By Allen Best

 

 
Along Highway 160 in southwestern Colorado, the movement of deer and elk mark the changing seasons. In winter, they browse amid the plateaus, canyons and prairies south of the highway. Come May, the herds cross the highway, following the receding snow line northward into the lofty San Juan Mountains. Many don't make it.

Each day, the highway carries 20,000 to 30,000 vehicles between Durango, a resort and college town, and the burgeoning bedroom community of Bayfield, 15 miles to the east. Vehicle collisions with wildlife occur frequently, nearly always killing the animals and sometimes people.
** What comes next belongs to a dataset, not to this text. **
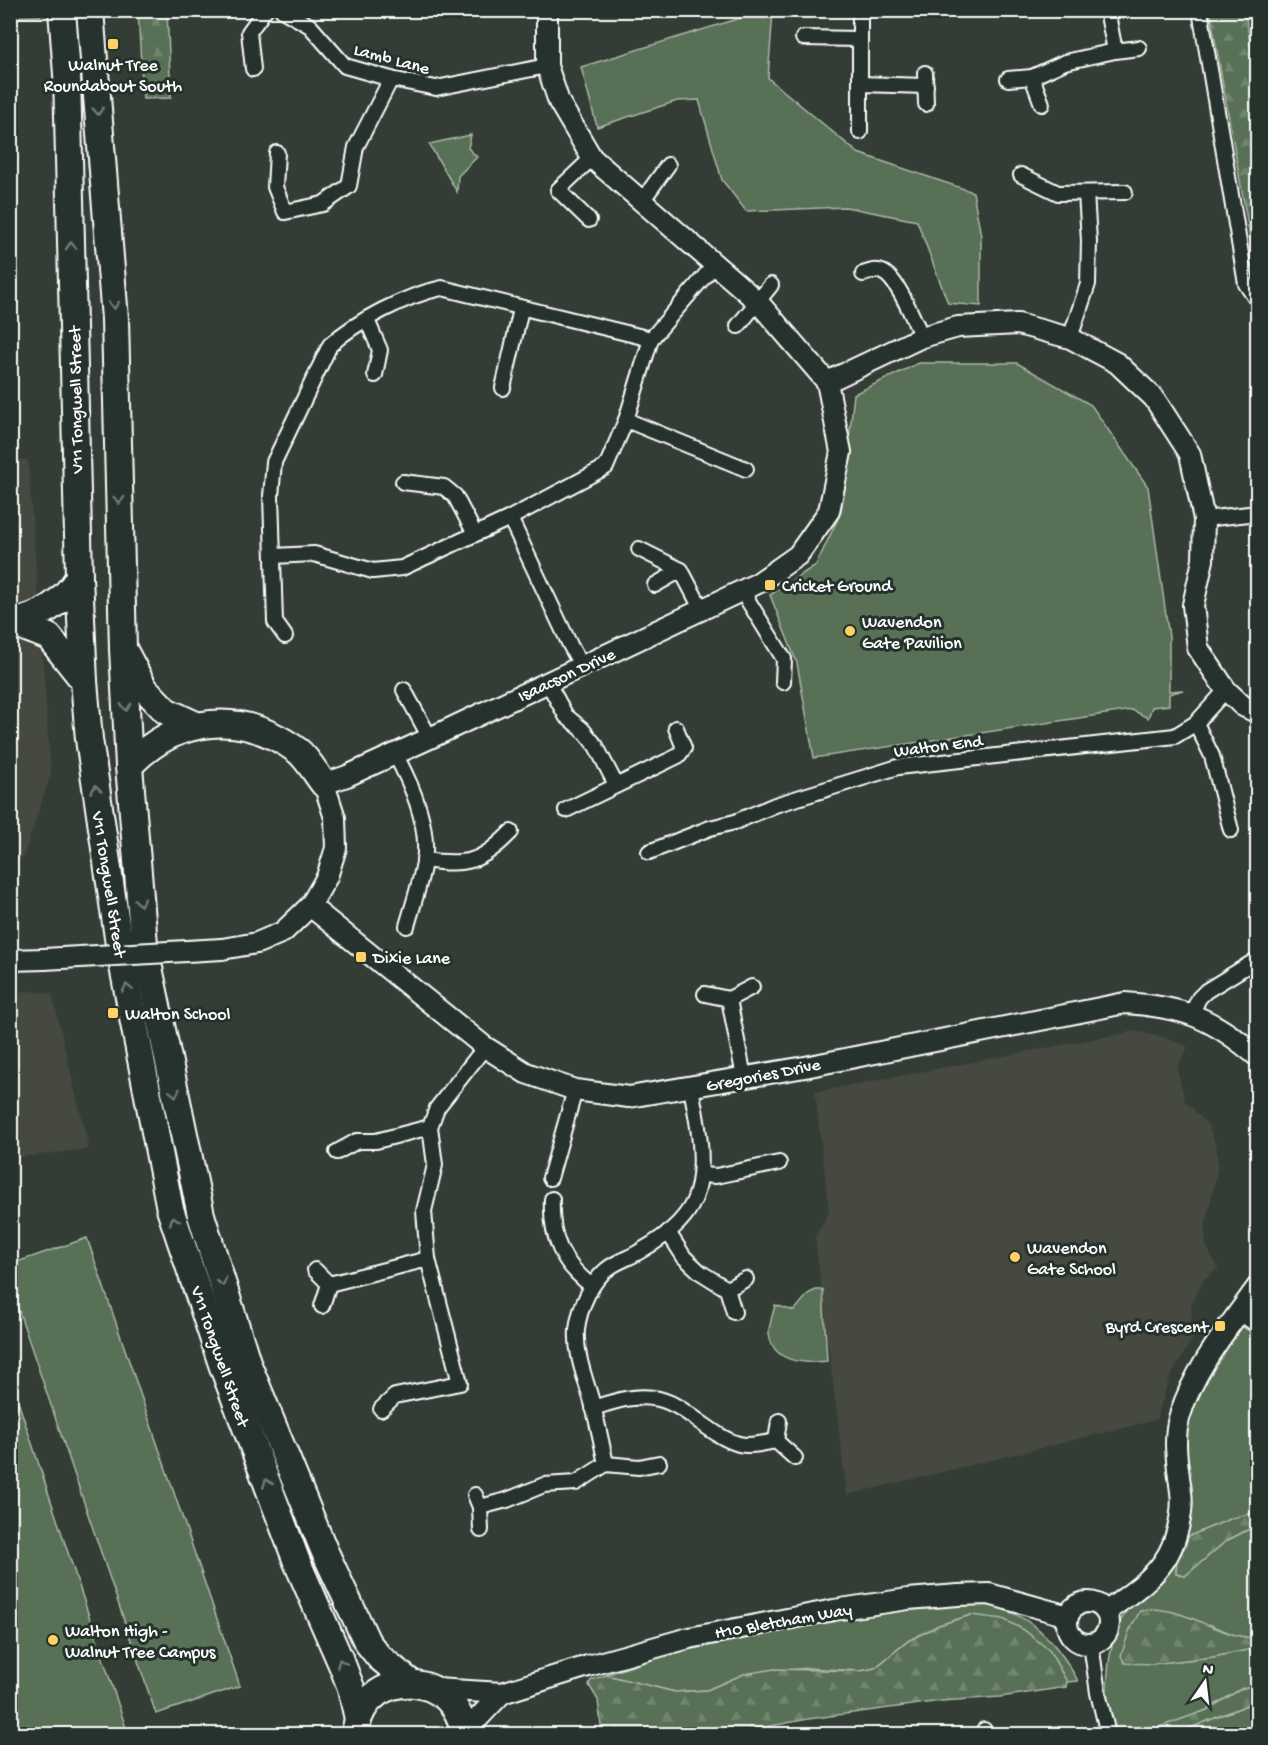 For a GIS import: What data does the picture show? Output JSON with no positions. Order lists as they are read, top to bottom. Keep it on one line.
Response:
{"streets":{"highway":["V11 Tongwell Street"],"street":["Lamb Lane","Isaacson Drive","Walton End","Gregories Drive","H10 Bletcham Way"]},"crossings":[["Lamb Lane","Isaacson Drive"],["V11 Tongwell Street","H10 Bletcham Way"]],"places":{"transit":["Walnut Tree Roundabout South","Cricket Ground","Dixie Lane","Walton School","Byrd Crescent"],"other":["Wavendon Gate Pavilion","Wavendon Gate School","Walton High - Walnut Tree Campus"]},"north":"top"}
In the bloodiest one-mile strip, wildlife collisions account for 70 percent of all accidents, compared to 20 percent in other highway segments of the region. "The average costs associated with a deer-vehicle collision are about $6,600. This includes property damage and also costs associated with the occasional human injury and human fatality," says Marcel Huisjer, a research ecologist with the Western Transportation Institute in Bozeman, Montana. "The costs for the average elk- or moose-vehicle collision are higher at $17,500 and $30,800 respectively." Nationwide, wildlife collisions cost $8 billion a year and kill about 200 people—and countless wild animals.

"Wildlife needs to move around—sometimes hundreds of miles in a year—to find food, shelter and mates," says Trisha White, director of Defenders of Wildlife's Habitat and Highways Campaign. "When we build highways through their habitat, we shouldn't be surprised when cars and animals collide."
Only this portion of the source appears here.